Ya para el siglo XVII se había incorporado completamente la costumbre de silbar y golpear el suelo con los pies. Hasta en algunas iglesias los fieles aplaudían y silbaban luego de un sermón bien pronunciado. Pero la reacción duró muy poco, de inmediato fue prohibido porque se lo consideraba de mal gusto, especialmente porque había que evitar que las misas se transformen en un lugar de festejo. De hecho, se había prohibido toser y estornudar. El silencio más absoluto era la mejor forma de aprobar una correcta lectura e interpretación de las santas escrituras.

Desde la psicología, hay teorías que sostienen que el aplauso es una forma de satisfacer la necesidad de mostrar una opinión, es la sensación que tiene la audiencia de estar participando del hecho en sí.
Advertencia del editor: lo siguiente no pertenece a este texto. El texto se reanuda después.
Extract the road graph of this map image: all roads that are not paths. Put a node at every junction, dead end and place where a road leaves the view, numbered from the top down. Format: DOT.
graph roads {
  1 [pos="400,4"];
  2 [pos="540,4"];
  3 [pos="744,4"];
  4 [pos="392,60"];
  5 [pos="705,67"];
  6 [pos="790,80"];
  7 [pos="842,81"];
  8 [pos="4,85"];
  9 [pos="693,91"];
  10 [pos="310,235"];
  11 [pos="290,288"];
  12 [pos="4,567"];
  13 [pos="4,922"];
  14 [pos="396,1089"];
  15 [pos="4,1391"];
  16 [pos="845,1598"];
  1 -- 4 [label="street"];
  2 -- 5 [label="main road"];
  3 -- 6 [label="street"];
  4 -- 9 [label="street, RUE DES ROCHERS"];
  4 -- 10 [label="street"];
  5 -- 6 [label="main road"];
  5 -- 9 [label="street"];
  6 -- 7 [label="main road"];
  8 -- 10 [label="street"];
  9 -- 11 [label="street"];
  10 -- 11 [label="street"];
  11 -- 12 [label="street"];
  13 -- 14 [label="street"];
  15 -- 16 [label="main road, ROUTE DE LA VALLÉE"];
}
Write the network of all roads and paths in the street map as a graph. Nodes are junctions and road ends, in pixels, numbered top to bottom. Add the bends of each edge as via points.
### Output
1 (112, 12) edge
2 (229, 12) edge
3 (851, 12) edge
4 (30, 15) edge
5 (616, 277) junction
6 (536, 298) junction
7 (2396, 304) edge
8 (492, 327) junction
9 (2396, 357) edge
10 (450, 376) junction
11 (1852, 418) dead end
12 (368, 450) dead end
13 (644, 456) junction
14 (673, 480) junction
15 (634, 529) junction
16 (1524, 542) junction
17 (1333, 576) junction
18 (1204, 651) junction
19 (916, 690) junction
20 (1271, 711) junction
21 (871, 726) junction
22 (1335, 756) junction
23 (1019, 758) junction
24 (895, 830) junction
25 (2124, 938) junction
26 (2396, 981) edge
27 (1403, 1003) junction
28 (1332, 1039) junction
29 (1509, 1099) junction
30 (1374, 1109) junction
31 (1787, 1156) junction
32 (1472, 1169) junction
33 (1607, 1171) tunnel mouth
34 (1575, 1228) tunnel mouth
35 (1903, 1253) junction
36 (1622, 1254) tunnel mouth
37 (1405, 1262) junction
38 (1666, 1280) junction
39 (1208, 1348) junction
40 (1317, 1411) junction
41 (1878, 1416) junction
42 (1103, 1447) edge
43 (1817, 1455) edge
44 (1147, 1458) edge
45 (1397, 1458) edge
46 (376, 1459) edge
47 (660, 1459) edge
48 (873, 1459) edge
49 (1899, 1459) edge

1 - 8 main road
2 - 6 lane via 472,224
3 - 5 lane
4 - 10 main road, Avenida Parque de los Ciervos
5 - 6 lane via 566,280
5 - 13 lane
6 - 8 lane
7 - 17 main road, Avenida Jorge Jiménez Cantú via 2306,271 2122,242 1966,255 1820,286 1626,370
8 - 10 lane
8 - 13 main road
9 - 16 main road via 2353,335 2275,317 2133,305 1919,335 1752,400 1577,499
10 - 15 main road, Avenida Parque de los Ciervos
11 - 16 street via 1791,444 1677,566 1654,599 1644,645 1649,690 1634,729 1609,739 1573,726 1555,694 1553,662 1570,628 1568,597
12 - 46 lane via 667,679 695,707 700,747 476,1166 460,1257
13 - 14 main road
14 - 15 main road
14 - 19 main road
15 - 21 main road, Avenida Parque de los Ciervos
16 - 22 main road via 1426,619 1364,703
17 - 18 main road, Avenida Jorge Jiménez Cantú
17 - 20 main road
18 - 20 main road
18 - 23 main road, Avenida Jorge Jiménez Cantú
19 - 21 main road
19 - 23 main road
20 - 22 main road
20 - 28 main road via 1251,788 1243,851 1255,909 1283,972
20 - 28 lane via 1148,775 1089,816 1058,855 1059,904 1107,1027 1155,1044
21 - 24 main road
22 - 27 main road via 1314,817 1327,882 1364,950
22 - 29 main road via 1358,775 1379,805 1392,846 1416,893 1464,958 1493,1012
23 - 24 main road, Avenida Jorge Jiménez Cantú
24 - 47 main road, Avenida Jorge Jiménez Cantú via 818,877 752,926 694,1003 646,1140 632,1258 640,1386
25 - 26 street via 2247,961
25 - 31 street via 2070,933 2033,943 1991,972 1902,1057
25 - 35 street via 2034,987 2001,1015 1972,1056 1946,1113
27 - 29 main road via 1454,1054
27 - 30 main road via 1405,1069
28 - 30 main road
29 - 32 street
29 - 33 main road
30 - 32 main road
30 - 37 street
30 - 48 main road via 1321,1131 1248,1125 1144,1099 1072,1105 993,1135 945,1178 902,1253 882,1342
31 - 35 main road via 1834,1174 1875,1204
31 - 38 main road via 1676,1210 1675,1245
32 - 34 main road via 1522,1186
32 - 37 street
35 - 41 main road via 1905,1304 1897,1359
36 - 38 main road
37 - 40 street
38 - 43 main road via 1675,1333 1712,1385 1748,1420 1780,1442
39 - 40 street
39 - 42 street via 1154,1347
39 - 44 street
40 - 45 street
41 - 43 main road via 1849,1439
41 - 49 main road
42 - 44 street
Lo increíble es que puede convertirse en una actividad contagiosa. Desde la época del Imperio Romano se conoce esta tendencia: actores y políticos contrataban personas para que aplaudan en sus presentaciones. De este modo, lograban influenciar al resto del auditorio. Por ejemplo, el emperador Nerón pagaba a casi 5000 “aplaudidores” para que festejen cada aparición en público. Hasta se los obligaba a ensayar los aplausos cuando no estaban trabajando.
[alert]A principios del siglo XX seguían contratándose aplaudidores en los espacios artísticos más destacados, como el Metropolitan Opera House. También, en contrapartida, era común que las producciones contrarias mandasen personas para chiflar en señal de repudio, lo cual generaba una verdadera guerra adentro de las salas.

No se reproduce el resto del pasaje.